**WHAT YOU ARE ASKED TO DO**.
Leaving out only the pictures, write out all the entries exactly.

(Excerpts from a dataset)

▶

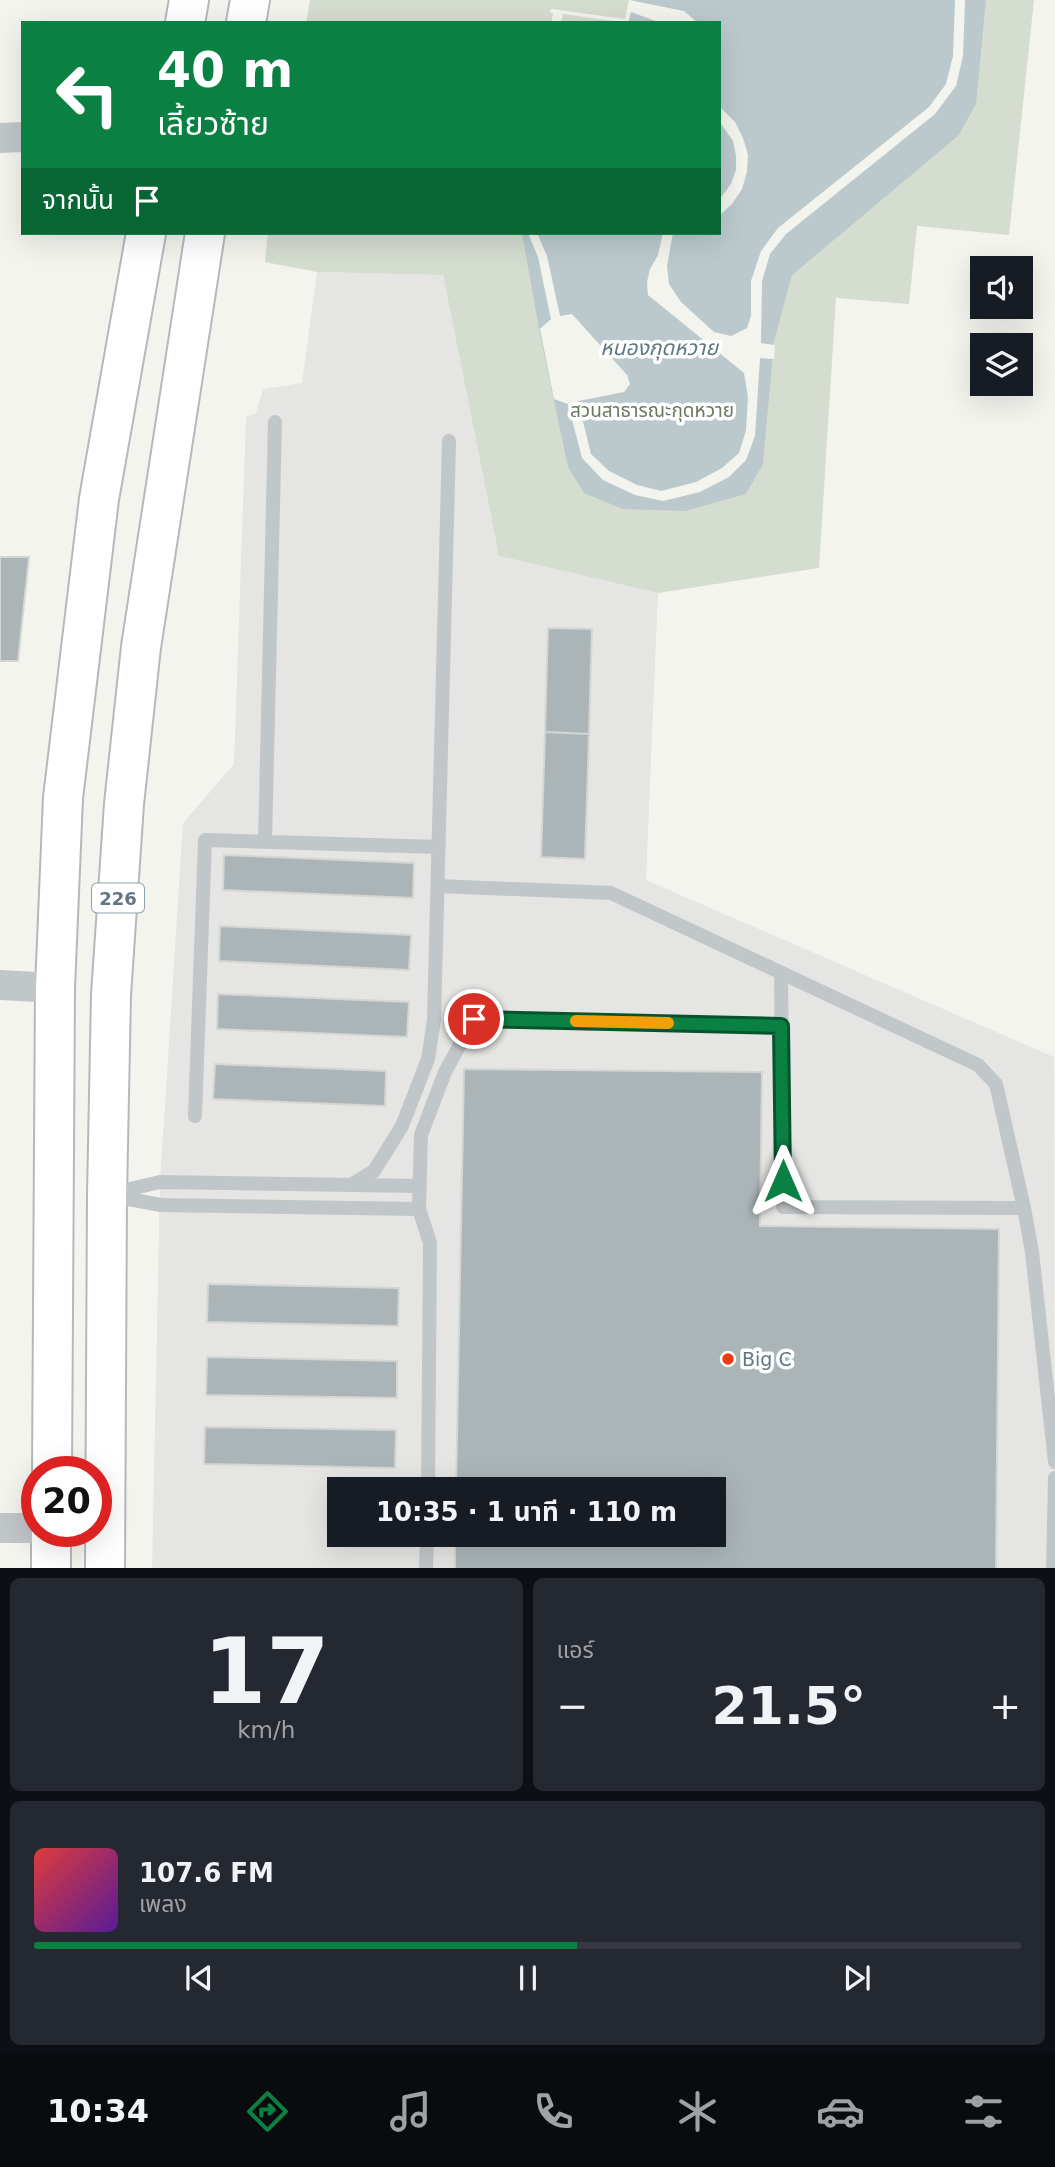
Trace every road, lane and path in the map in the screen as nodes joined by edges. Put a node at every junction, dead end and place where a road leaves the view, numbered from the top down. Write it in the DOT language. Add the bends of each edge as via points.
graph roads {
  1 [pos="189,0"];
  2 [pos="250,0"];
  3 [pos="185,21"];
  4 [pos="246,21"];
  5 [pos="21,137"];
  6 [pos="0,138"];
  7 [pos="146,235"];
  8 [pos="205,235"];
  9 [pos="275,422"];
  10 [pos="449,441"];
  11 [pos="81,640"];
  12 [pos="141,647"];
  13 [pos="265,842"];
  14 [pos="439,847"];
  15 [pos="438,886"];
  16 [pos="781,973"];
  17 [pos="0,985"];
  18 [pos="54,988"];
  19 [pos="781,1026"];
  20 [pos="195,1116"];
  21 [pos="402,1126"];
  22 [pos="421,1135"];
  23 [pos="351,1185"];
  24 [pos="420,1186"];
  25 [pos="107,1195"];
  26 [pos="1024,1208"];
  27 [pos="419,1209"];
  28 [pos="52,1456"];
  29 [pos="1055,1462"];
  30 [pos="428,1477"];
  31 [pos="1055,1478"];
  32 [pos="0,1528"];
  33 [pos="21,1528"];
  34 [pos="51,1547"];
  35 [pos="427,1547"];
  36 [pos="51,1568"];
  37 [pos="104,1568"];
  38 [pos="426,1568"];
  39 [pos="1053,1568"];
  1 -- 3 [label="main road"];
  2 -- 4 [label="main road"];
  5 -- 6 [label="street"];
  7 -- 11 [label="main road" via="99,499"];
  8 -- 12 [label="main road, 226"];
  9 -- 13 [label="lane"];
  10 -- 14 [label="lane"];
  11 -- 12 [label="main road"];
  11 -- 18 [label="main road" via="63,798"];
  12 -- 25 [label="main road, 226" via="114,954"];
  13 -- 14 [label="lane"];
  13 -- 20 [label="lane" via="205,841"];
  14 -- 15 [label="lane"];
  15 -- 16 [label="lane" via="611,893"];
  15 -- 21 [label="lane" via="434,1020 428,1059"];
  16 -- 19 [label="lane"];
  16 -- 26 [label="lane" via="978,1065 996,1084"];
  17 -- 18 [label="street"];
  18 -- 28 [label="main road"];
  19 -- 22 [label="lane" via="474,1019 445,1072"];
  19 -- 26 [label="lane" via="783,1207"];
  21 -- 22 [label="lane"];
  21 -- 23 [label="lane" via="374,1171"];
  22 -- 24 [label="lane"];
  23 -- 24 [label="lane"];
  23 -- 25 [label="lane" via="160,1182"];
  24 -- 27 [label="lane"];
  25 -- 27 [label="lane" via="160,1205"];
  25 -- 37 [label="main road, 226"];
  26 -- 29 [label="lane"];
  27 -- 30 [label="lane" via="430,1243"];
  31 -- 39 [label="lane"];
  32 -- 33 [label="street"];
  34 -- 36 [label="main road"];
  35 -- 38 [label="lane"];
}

◀

**RESPONSE BOX**.
Trace every road, lane and path in the map in the screen as nodes joined by edges. Put a node at every junction, dead end and place where a road leaves the view, numbered from the top down. Write it in the DOT language. Add the bends of each edge as via points.
graph roads {
  1 [pos="189,0"];
  2 [pos="250,0"];
  3 [pos="185,21"];
  4 [pos="246,21"];
  5 [pos="21,137"];
  6 [pos="0,138"];
  7 [pos="146,235"];
  8 [pos="205,235"];
  9 [pos="275,422"];
  10 [pos="449,441"];
  11 [pos="81,640"];
  12 [pos="141,647"];
  13 [pos="265,842"];
  14 [pos="439,847"];
  15 [pos="438,886"];
  16 [pos="781,973"];
  17 [pos="0,985"];
  18 [pos="54,988"];
  19 [pos="781,1026"];
  20 [pos="195,1116"];
  21 [pos="402,1126"];
  22 [pos="421,1135"];
  23 [pos="351,1185"];
  24 [pos="420,1186"];
  25 [pos="107,1195"];
  26 [pos="1024,1208"];
  27 [pos="419,1209"];
  28 [pos="52,1456"];
  29 [pos="1055,1462"];
  30 [pos="428,1477"];
  31 [pos="1055,1478"];
  32 [pos="0,1528"];
  33 [pos="21,1528"];
  34 [pos="51,1547"];
  35 [pos="427,1547"];
  36 [pos="51,1568"];
  37 [pos="104,1568"];
  38 [pos="426,1568"];
  39 [pos="1053,1568"];
  1 -- 3 [label="main road"];
  2 -- 4 [label="main road"];
  5 -- 6 [label="street"];
  7 -- 11 [label="main road" via="99,499"];
  8 -- 12 [label="main road, 226"];
  9 -- 13 [label="lane"];
  10 -- 14 [label="lane"];
  11 -- 12 [label="main road"];
  11 -- 18 [label="main road" via="63,798"];
  12 -- 25 [label="main road, 226" via="114,954"];
  13 -- 14 [label="lane"];
  13 -- 20 [label="lane" via="205,841"];
  14 -- 15 [label="lane"];
  15 -- 16 [label="lane" via="611,893"];
  15 -- 21 [label="lane" via="434,1020 428,1059"];
  16 -- 19 [label="lane"];
  16 -- 26 [label="lane" via="978,1065 996,1084"];
  17 -- 18 [label="street"];
  18 -- 28 [label="main road"];
  19 -- 22 [label="lane" via="474,1019 445,1072"];
  19 -- 26 [label="lane" via="783,1207"];
  21 -- 22 [label="lane"];
  21 -- 23 [label="lane" via="374,1171"];
  22 -- 24 [label="lane"];
  23 -- 24 [label="lane"];
  23 -- 25 [label="lane" via="160,1182"];
  24 -- 27 [label="lane"];
  25 -- 27 [label="lane" via="160,1205"];
  25 -- 37 [label="main road, 226"];
  26 -- 29 [label="lane"];
  27 -- 30 [label="lane" via="430,1243"];
  31 -- 39 [label="lane"];
  32 -- 33 [label="street"];
  34 -- 36 [label="main road"];
  35 -- 38 [label="lane"];
}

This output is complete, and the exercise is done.